- **Description of the task**: Start to finish, print the entries exactly, and carry none of the pictures over.

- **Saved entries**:
>>>

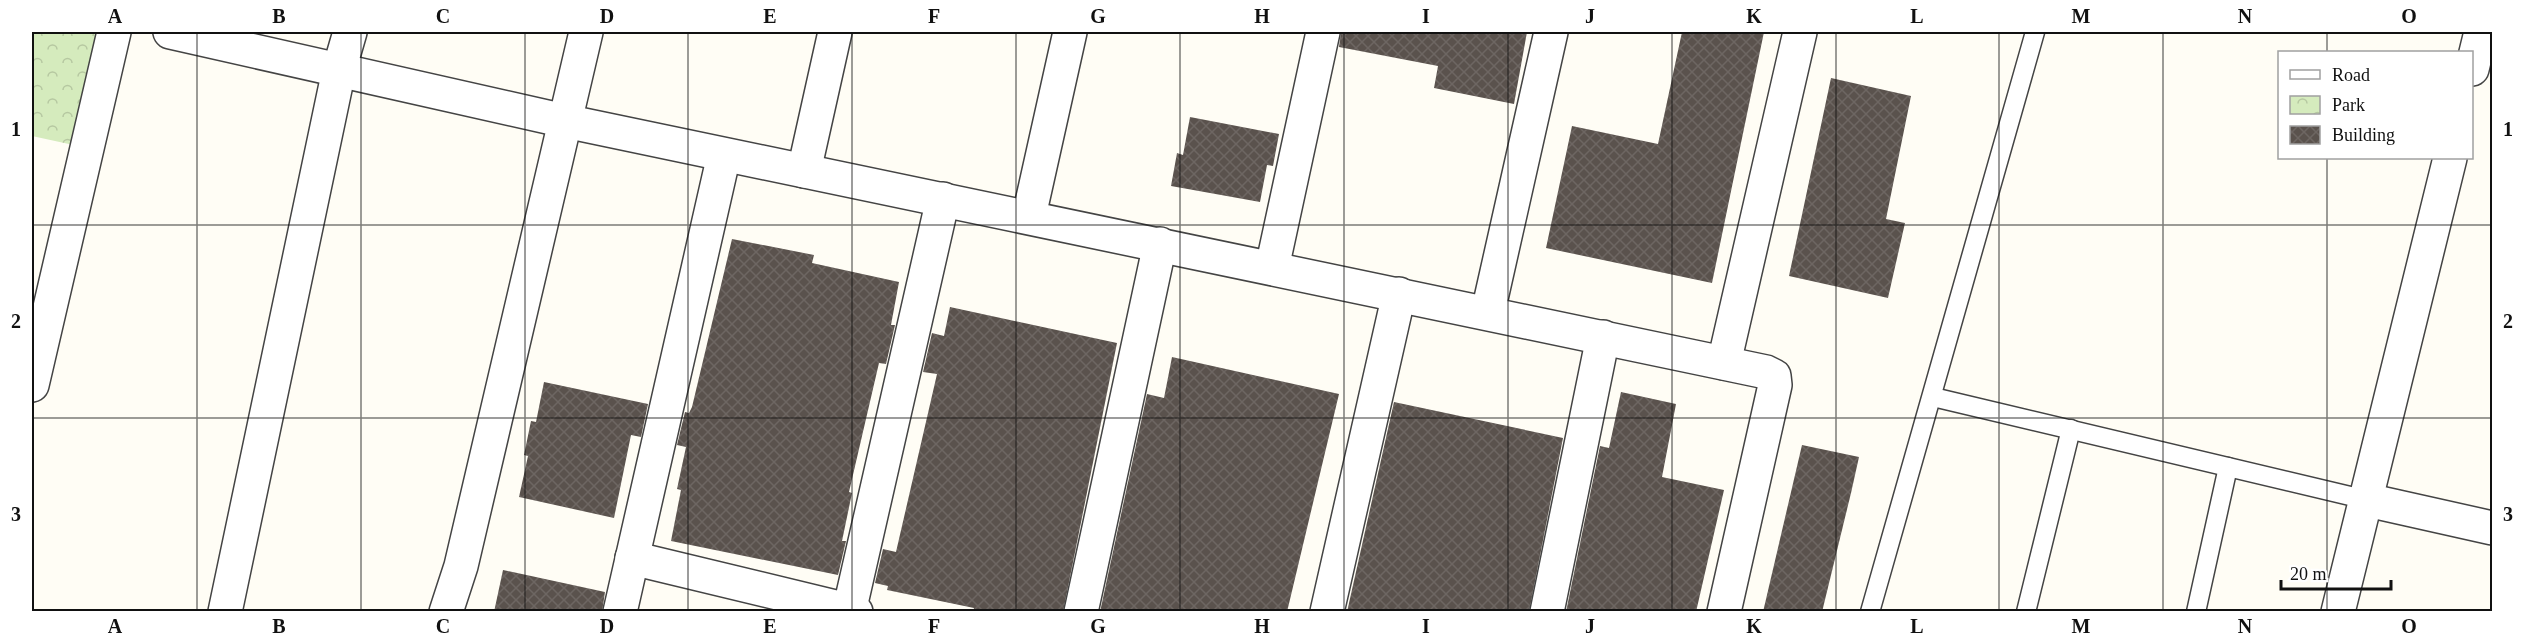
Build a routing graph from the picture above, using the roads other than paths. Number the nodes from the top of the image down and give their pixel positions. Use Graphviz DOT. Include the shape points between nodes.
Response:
graph roads {
  1 [pos="114,32"];
  2 [pos="170,32"];
  3 [pos="350,32"];
  4 [pos="586,32"];
  5 [pos="835,32"];
  6 [pos="1070,32"];
  7 [pos="1323,32"];
  8 [pos="1551,32"];
  9 [pos="1800,32"];
  10 [pos="2035,32"];
  11 [pos="2481,32"];
  12 [pos="2473,65"];
  13 [pos="339,70"];
  14 [pos="565,121"];
  15 [pos="724,155"];
  16 [pos="2450,159"];
  17 [pos="804,171"];
  18 [pos="943,199"];
  19 [pos="1029,216"];
  20 [pos="1160,244"];
  21 [pos="1272,268"];
  22 [pos="1399,294"];
  23 [pos="1488,312"];
  24 [pos="1604,337"];
  25 [pos="1724,363"];
  26 [pos="32,385"];
  27 [pos="1933,397"];
  28 [pos="2071,429"];
  29 [pos="2228,467"];
  30 [pos="2367,500"];
  31 [pos="2493,528"];
  32 [pos="632,558"];
  33 [pos="851,611"];
  34 [pos="225,612"];
  35 [pos="446,612"];
  36 [pos="620,612"];
  37 [pos="1081,612"];
  38 [pos="1327,612"];
  39 [pos="1547,612"];
  40 [pos="1725,612"];
  41 [pos="1870,612"];
  42 [pos="2026,612"];
  43 [pos="2196,612"];
  44 [pos="2338,612"];
  1 -- 26 [label="street"];
  2 -- 13 [label="street"];
  3 -- 13 [label="street"];
  4 -- 14 [label="street"];
  5 -- 17 [label="street"];
  6 -- 19 [label="street"];
  7 -- 21 [label="street"];
  8 -- 23 [label="street"];
  9 -- 25 [label="street"];
  10 -- 27 [label="lane"];
  11 -- 12 [label="street"];
  13 -- 14 [label="street"];
  13 -- 34 [label="street"];
  14 -- 15 [label="street"];
  14 -- 35 [label="street" via="461,566"];
  15 -- 17 [label="street"];
  15 -- 32 [label="street"];
  16 -- 30 [label="street"];
  17 -- 18 [label="street"];
  18 -- 19 [label="street"];
  18 -- 33 [label="street"];
  19 -- 20 [label="street"];
  20 -- 21 [label="street"];
  20 -- 37 [label="street"];
  21 -- 22 [label="street"];
  22 -- 23 [label="street"];
  22 -- 38 [label="street"];
  23 -- 24 [label="street"];
  24 -- 25 [label="street"];
  24 -- 39 [label="street"];
  25 -- 40 [label="street" via="1766,372 1773,376 1775,385"];
  27 -- 28 [label="lane"];
  27 -- 41 [label="lane"];
  28 -- 29 [label="lane"];
  28 -- 42 [label="lane"];
  29 -- 30 [label="lane"];
  29 -- 43 [label="lane"];
  30 -- 31 [label="street"];
  30 -- 44 [label="street"];
  32 -- 33 [label="street"];
  32 -- 36 [label="street"];
}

<<<

- **Result of the exercise**:
Build a routing graph from the picture above, using the roads other than paths. Number the nodes from the top of the image down and give their pixel positions. Use Graphviz DOT. Include the shape points between nodes.
Response:
graph roads {
  1 [pos="114,32"];
  2 [pos="170,32"];
  3 [pos="350,32"];
  4 [pos="586,32"];
  5 [pos="835,32"];
  6 [pos="1070,32"];
  7 [pos="1323,32"];
  8 [pos="1551,32"];
  9 [pos="1800,32"];
  10 [pos="2035,32"];
  11 [pos="2481,32"];
  12 [pos="2473,65"];
  13 [pos="339,70"];
  14 [pos="565,121"];
  15 [pos="724,155"];
  16 [pos="2450,159"];
  17 [pos="804,171"];
  18 [pos="943,199"];
  19 [pos="1029,216"];
  20 [pos="1160,244"];
  21 [pos="1272,268"];
  22 [pos="1399,294"];
  23 [pos="1488,312"];
  24 [pos="1604,337"];
  25 [pos="1724,363"];
  26 [pos="32,385"];
  27 [pos="1933,397"];
  28 [pos="2071,429"];
  29 [pos="2228,467"];
  30 [pos="2367,500"];
  31 [pos="2493,528"];
  32 [pos="632,558"];
  33 [pos="851,611"];
  34 [pos="225,612"];
  35 [pos="446,612"];
  36 [pos="620,612"];
  37 [pos="1081,612"];
  38 [pos="1327,612"];
  39 [pos="1547,612"];
  40 [pos="1725,612"];
  41 [pos="1870,612"];
  42 [pos="2026,612"];
  43 [pos="2196,612"];
  44 [pos="2338,612"];
  1 -- 26 [label="street"];
  2 -- 13 [label="street"];
  3 -- 13 [label="street"];
  4 -- 14 [label="street"];
  5 -- 17 [label="street"];
  6 -- 19 [label="street"];
  7 -- 21 [label="street"];
  8 -- 23 [label="street"];
  9 -- 25 [label="street"];
  10 -- 27 [label="lane"];
  11 -- 12 [label="street"];
  13 -- 14 [label="street"];
  13 -- 34 [label="street"];
  14 -- 15 [label="street"];
  14 -- 35 [label="street" via="461,566"];
  15 -- 17 [label="street"];
  15 -- 32 [label="street"];
  16 -- 30 [label="street"];
  17 -- 18 [label="street"];
  18 -- 19 [label="street"];
  18 -- 33 [label="street"];
  19 -- 20 [label="street"];
  20 -- 21 [label="street"];
  20 -- 37 [label="street"];
  21 -- 22 [label="street"];
  22 -- 23 [label="street"];
  22 -- 38 [label="street"];
  23 -- 24 [label="street"];
  24 -- 25 [label="street"];
  24 -- 39 [label="street"];
  25 -- 40 [label="street" via="1766,372 1773,376 1775,385"];
  27 -- 28 [label="lane"];
  27 -- 41 [label="lane"];
  28 -- 29 [label="lane"];
  28 -- 42 [label="lane"];
  29 -- 30 [label="lane"];
  29 -- 43 [label="lane"];
  30 -- 31 [label="street"];
  30 -- 44 [label="street"];
  32 -- 33 [label="street"];
  32 -- 36 [label="street"];
}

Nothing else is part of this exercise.